Across the entries below, please work out how many lines contain the string "Loop" and give only the number.

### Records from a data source
============================================================
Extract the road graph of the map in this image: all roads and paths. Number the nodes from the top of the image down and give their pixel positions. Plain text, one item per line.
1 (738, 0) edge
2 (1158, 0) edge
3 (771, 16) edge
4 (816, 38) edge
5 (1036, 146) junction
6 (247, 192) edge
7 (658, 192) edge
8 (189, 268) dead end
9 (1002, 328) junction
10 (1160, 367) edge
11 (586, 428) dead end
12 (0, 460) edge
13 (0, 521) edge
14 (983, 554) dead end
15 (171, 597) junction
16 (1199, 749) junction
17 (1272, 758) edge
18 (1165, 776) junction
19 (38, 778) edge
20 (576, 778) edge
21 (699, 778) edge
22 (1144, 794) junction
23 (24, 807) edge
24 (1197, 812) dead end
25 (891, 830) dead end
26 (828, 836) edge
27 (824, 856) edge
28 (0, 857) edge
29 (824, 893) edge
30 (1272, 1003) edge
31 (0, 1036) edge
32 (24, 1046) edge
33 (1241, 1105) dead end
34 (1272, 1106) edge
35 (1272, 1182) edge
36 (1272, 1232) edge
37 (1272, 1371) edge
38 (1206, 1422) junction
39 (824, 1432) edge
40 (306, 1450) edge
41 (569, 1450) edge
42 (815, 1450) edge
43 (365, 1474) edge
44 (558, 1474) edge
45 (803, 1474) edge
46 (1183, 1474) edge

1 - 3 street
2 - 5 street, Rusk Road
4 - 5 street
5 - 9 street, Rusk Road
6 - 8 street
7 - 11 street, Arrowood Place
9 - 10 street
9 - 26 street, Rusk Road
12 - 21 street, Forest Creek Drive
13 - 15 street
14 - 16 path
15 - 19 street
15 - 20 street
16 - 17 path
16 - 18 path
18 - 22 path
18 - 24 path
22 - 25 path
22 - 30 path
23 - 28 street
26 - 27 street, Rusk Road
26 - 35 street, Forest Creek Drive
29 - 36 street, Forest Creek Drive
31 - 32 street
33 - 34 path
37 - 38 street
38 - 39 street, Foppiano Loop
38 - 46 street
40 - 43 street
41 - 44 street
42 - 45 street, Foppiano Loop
============================================================
### YOUR SOLUTION
2